The enormous advantages of this financial system were in my head as I traveled through the municipalities in eastern Huíla: Quipungo, Matala, Jamba, Kuvangu… and in every village I passed, I searched the streets and in my memory for the existence of bank branches: Quipungo has one , such as Jamba and Kuvangu; only Matala has two. These agencies either don't have money, or they don't have a system, or the workers went away to Lubango… the multicaixa forget, they never have money and when they do, it's those floods, especially at the end of the month. In other words, the financial system works very poorly
That's what “mobile money” can solve. For now, it happens outside the banks. Two more players enter the financial system of the municipality and the communities: UNITEL stores (which are also few, it is true) and corner shop traders (aka “mamadus”), these in large numbers and which, in fact, already they provide these services without paying a tax Kwanza to the State. That, and the near lack of bureaucracy, is what, I'm sure, will make the real difference. And in this, Huawei was visionary. The app you presented is so easy to use that it requires minimal training.

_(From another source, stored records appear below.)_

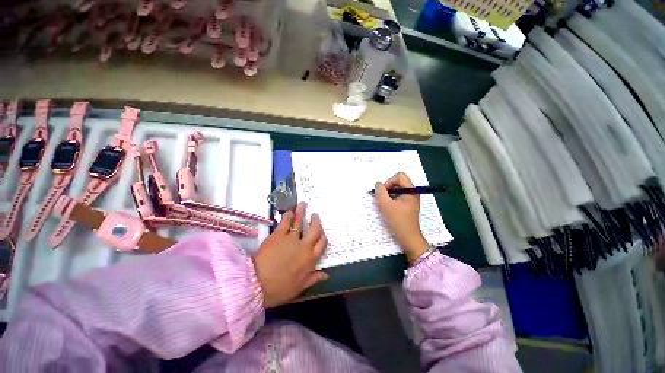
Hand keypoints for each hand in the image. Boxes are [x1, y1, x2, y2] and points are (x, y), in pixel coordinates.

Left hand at [253, 202, 327, 307]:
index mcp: (310, 260)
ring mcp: (292, 239)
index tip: (321, 231)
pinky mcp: (279, 235)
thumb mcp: (299, 288)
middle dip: (316, 221)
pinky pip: (286, 222)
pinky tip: (289, 211)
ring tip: (303, 204)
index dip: (323, 236)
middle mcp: (304, 246)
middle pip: (315, 230)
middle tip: (315, 214)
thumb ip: (313, 278)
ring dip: (302, 212)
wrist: (256, 285)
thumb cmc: (279, 289)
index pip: (322, 244)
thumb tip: (326, 274)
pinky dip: (288, 215)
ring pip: (300, 222)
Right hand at [374, 172, 428, 264]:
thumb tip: (378, 184)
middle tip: (382, 199)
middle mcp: (412, 193)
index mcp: (411, 190)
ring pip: (397, 189)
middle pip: (398, 182)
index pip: (399, 176)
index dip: (389, 181)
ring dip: (388, 195)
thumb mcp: (386, 205)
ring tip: (384, 204)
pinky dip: (391, 200)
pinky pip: (397, 196)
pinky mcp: (407, 205)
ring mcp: (410, 199)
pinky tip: (388, 208)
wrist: (408, 238)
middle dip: (388, 188)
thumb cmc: (398, 220)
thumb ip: (380, 192)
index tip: (384, 193)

The impact of this service on the municipal and community economy is enormous. First, it will be easier and faster to send money from capital cities to municipalities and communes, which means there will be more money available there to lubricate the economy. The money in these locations is really always live and is very scarce, which affects small producers and local businesses. Second, it will enable more or less large transactions between local economic agents in a quick, efficient and secure way. Gone are the days when the Secretary of State had to load his jeep with cash boxes to pay the expenses of a campaign in a faraway location. Likewise, families benefiting from State social action can receive it in cash. Even food aid can be made available in this way, eliminating costly and time-consuming logistics, and enabling beneficiaries to purchase the type of quantity of food they consume best in the local market, injecting money into the local economy in the process. These three are financial inclusion factors. There is another aspect of not negligible importance that has to do with the non-exit of the monetary mass from the official circuit: by circulating more digitally than physically, the money does not leave the control of the national financial system. Which will eliminate one of the biggest problems you've been facing in recent years.
It is for these and other reasons that I was particularly excited when mobile financial services took off. Good wishes to UNITEL and Huawei, and I hope that the services will expand as quickly as possible to all corners of the country. I encourage and hope that social services, commercial, small industries and even the Ministry of Finance – with regard to payments to civil servants and pensioners – will not hesitate to use this service, in order to enhance it and thus bring it closer to the disadvantaged citizens, and beyond, the benefits of formal financial services.